What is needed: Please repeat the data exactly, leaving nothing out.

Records provided:
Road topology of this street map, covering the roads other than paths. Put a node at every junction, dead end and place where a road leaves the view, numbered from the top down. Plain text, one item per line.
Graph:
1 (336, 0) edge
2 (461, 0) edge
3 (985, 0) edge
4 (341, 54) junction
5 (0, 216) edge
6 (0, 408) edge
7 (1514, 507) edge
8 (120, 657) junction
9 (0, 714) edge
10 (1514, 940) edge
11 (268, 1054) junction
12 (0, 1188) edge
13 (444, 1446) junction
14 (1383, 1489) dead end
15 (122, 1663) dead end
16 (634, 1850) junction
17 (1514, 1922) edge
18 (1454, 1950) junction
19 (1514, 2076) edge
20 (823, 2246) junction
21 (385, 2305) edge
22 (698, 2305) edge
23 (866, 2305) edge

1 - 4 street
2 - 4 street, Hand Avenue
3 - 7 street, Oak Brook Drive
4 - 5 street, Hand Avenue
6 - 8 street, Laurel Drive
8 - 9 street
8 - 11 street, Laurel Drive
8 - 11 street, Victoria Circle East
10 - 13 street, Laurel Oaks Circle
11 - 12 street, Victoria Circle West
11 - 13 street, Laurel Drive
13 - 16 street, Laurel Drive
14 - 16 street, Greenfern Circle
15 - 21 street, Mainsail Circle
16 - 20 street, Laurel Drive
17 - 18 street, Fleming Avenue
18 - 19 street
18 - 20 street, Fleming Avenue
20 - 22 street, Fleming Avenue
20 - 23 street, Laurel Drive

Result:
Road topology of this street map, covering the roads other than paths. Put a node at every junction, dead end and place where a road leaves the view, numbered from the top down. Plain text, one item per line.
Graph:
1 (336, 0) edge
2 (461, 0) edge
3 (985, 0) edge
4 (341, 54) junction
5 (0, 216) edge
6 (0, 408) edge
7 (1514, 507) edge
8 (120, 657) junction
9 (0, 714) edge
10 (1514, 940) edge
11 (268, 1054) junction
12 (0, 1188) edge
13 (444, 1446) junction
14 (1383, 1489) dead end
15 (122, 1663) dead end
16 (634, 1850) junction
17 (1514, 1922) edge
18 (1454, 1950) junction
19 (1514, 2076) edge
20 (823, 2246) junction
21 (385, 2305) edge
22 (698, 2305) edge
23 (866, 2305) edge

1 - 4 street
2 - 4 street, Hand Avenue
3 - 7 street, Oak Brook Drive
4 - 5 street, Hand Avenue
6 - 8 street, Laurel Drive
8 - 9 street
8 - 11 street, Laurel Drive
8 - 11 street, Victoria Circle East
10 - 13 street, Laurel Oaks Circle
11 - 12 street, Victoria Circle West
11 - 13 street, Laurel Drive
13 - 16 street, Laurel Drive
14 - 16 street, Greenfern Circle
15 - 21 street, Mainsail Circle
16 - 20 street, Laurel Drive
17 - 18 street, Fleming Avenue
18 - 19 street
18 - 20 street, Fleming Avenue
20 - 22 street, Fleming Avenue
20 - 23 street, Laurel Drive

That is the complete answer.